[[ The data open ]]
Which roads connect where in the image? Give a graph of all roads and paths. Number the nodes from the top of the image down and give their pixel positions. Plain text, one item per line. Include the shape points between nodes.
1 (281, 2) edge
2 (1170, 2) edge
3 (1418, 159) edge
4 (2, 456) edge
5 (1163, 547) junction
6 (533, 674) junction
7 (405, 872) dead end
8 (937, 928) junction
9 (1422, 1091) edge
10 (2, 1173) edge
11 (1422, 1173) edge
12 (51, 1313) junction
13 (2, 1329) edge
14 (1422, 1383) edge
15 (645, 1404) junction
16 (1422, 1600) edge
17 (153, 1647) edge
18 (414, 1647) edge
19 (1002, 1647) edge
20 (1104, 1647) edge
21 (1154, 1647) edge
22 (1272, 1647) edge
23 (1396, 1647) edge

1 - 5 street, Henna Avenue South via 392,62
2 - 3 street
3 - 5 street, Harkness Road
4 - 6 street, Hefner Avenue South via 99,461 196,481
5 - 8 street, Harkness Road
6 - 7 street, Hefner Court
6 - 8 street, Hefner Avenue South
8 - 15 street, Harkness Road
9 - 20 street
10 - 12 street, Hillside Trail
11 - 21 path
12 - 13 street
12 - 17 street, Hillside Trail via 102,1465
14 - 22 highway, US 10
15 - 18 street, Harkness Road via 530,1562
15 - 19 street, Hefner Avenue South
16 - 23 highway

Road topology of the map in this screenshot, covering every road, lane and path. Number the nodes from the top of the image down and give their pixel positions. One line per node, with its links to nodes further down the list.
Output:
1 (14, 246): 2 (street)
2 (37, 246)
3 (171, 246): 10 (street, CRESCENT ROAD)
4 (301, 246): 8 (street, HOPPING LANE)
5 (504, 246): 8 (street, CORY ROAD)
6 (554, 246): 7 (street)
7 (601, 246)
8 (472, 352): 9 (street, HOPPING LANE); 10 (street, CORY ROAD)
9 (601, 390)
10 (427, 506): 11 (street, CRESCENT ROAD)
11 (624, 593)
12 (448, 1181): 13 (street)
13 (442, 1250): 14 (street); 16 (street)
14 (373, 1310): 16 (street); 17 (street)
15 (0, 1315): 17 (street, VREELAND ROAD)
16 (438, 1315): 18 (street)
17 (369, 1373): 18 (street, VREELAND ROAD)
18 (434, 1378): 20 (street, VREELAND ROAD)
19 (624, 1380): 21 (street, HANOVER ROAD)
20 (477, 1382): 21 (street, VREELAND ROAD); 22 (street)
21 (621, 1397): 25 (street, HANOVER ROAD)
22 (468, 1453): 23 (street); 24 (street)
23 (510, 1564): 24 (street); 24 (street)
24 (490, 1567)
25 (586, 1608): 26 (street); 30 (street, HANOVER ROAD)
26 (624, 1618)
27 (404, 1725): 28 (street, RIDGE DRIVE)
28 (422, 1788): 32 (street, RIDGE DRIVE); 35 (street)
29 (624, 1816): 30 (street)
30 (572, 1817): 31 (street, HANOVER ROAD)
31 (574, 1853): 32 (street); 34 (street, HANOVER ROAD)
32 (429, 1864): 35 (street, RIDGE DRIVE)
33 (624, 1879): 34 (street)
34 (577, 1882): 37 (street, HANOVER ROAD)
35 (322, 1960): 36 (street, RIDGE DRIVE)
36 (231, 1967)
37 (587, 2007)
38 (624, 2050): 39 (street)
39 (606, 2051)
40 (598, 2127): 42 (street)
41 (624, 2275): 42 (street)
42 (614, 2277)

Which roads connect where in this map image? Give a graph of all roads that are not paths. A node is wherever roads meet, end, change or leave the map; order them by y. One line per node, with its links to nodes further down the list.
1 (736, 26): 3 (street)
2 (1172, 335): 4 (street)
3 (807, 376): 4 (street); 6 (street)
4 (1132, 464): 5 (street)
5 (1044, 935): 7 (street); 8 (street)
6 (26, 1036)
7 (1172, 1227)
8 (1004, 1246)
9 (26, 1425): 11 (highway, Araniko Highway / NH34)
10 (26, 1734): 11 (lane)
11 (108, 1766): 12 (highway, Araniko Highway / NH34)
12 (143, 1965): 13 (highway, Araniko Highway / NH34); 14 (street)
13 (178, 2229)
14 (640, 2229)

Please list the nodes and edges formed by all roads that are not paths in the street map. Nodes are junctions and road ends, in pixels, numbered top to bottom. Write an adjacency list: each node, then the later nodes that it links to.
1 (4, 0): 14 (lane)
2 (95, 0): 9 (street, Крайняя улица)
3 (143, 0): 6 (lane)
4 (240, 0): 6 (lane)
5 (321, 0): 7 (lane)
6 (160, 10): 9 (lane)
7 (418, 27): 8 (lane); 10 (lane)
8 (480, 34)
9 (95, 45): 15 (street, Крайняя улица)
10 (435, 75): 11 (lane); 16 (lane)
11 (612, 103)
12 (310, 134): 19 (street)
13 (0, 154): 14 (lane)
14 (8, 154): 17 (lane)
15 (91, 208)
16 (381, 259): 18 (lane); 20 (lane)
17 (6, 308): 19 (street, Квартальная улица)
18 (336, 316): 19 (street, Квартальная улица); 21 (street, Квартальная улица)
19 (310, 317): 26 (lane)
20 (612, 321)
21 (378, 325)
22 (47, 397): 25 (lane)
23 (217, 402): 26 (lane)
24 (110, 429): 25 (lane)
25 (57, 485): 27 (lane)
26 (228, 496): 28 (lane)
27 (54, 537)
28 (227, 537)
[[ The data closed ]]
[What to produce] Reproduce all of the entries word for word.

[Exercise output]
Which roads connect where in the image? Give a graph of all roads and paths. Number the nodes from the top of the image down and give their pixel positions. Plain text, one item per line. Include the shape points between nodes.
1 (281, 2) edge
2 (1170, 2) edge
3 (1418, 159) edge
4 (2, 456) edge
5 (1163, 547) junction
6 (533, 674) junction
7 (405, 872) dead end
8 (937, 928) junction
9 (1422, 1091) edge
10 (2, 1173) edge
11 (1422, 1173) edge
12 (51, 1313) junction
13 (2, 1329) edge
14 (1422, 1383) edge
15 (645, 1404) junction
16 (1422, 1600) edge
17 (153, 1647) edge
18 (414, 1647) edge
19 (1002, 1647) edge
20 (1104, 1647) edge
21 (1154, 1647) edge
22 (1272, 1647) edge
23 (1396, 1647) edge

1 - 5 street, Henna Avenue South via 392,62
2 - 3 street
3 - 5 street, Harkness Road
4 - 6 street, Hefner Avenue South via 99,461 196,481
5 - 8 street, Harkness Road
6 - 7 street, Hefner Court
6 - 8 street, Hefner Avenue South
8 - 15 street, Harkness Road
9 - 20 street
10 - 12 street, Hillside Trail
11 - 21 path
12 - 13 street
12 - 17 street, Hillside Trail via 102,1465
14 - 22 highway, US 10
15 - 18 street, Harkness Road via 530,1562
15 - 19 street, Hefner Avenue South
16 - 23 highway

Road topology of the map in this screenshot, covering every road, lane and path. Number the nodes from the top of the image down and give their pixel positions. One line per node, with its links to nodes further down the list.
Output:
1 (14, 246): 2 (street)
2 (37, 246)
3 (171, 246): 10 (street, CRESCENT ROAD)
4 (301, 246): 8 (street, HOPPING LANE)
5 (504, 246): 8 (street, CORY ROAD)
6 (554, 246): 7 (street)
7 (601, 246)
8 (472, 352): 9 (street, HOPPING LANE); 10 (street, CORY ROAD)
9 (601, 390)
10 (427, 506): 11 (street, CRESCENT ROAD)
11 (624, 593)
12 (448, 1181): 13 (street)
13 (442, 1250): 14 (street); 16 (street)
14 (373, 1310): 16 (street); 17 (street)
15 (0, 1315): 17 (street, VREELAND ROAD)
16 (438, 1315): 18 (street)
17 (369, 1373): 18 (street, VREELAND ROAD)
18 (434, 1378): 20 (street, VREELAND ROAD)
19 (624, 1380): 21 (street, HANOVER ROAD)
20 (477, 1382): 21 (street, VREELAND ROAD); 22 (street)
21 (621, 1397): 25 (street, HANOVER ROAD)
22 (468, 1453): 23 (street); 24 (street)
23 (510, 1564): 24 (street); 24 (street)
24 (490, 1567)
25 (586, 1608): 26 (street); 30 (street, HANOVER ROAD)
26 (624, 1618)
27 (404, 1725): 28 (street, RIDGE DRIVE)
28 (422, 1788): 32 (street, RIDGE DRIVE); 35 (street)
29 (624, 1816): 30 (street)
30 (572, 1817): 31 (street, HANOVER ROAD)
31 (574, 1853): 32 (street); 34 (street, HANOVER ROAD)
32 (429, 1864): 35 (street, RIDGE DRIVE)
33 (624, 1879): 34 (street)
34 (577, 1882): 37 (street, HANOVER ROAD)
35 (322, 1960): 36 (street, RIDGE DRIVE)
36 (231, 1967)
37 (587, 2007)
38 (624, 2050): 39 (street)
39 (606, 2051)
40 (598, 2127): 42 (street)
41 (624, 2275): 42 (street)
42 (614, 2277)

Which roads connect where in this map image? Give a graph of all roads that are not paths. A node is wherever roads meet, end, change or leave the map; order them by y. One line per node, with its links to nodes further down the list.
1 (736, 26): 3 (street)
2 (1172, 335): 4 (street)
3 (807, 376): 4 (street); 6 (street)
4 (1132, 464): 5 (street)
5 (1044, 935): 7 (street); 8 (street)
6 (26, 1036)
7 (1172, 1227)
8 (1004, 1246)
9 (26, 1425): 11 (highway, Araniko Highway / NH34)
10 (26, 1734): 11 (lane)
11 (108, 1766): 12 (highway, Araniko Highway / NH34)
12 (143, 1965): 13 (highway, Araniko Highway / NH34); 14 (street)
13 (178, 2229)
14 (640, 2229)

Please list the nodes and edges formed by all roads that are not paths in the street map. Nodes are junctions and road ends, in pixels, numbered top to bottom. Write an adjacency list: each node, then the later nodes that it links to.
1 (4, 0): 14 (lane)
2 (95, 0): 9 (street, Крайняя улица)
3 (143, 0): 6 (lane)
4 (240, 0): 6 (lane)
5 (321, 0): 7 (lane)
6 (160, 10): 9 (lane)
7 (418, 27): 8 (lane); 10 (lane)
8 (480, 34)
9 (95, 45): 15 (street, Крайняя улица)
10 (435, 75): 11 (lane); 16 (lane)
11 (612, 103)
12 (310, 134): 19 (street)
13 (0, 154): 14 (lane)
14 (8, 154): 17 (lane)
15 (91, 208)
16 (381, 259): 18 (lane); 20 (lane)
17 (6, 308): 19 (street, Квартальная улица)
18 (336, 316): 19 (street, Квартальная улица); 21 (street, Квартальная улица)
19 (310, 317): 26 (lane)
20 (612, 321)
21 (378, 325)
22 (47, 397): 25 (lane)
23 (217, 402): 26 (lane)
24 (110, 429): 25 (lane)
25 (57, 485): 27 (lane)
26 (228, 496): 28 (lane)
27 (54, 537)
28 (227, 537)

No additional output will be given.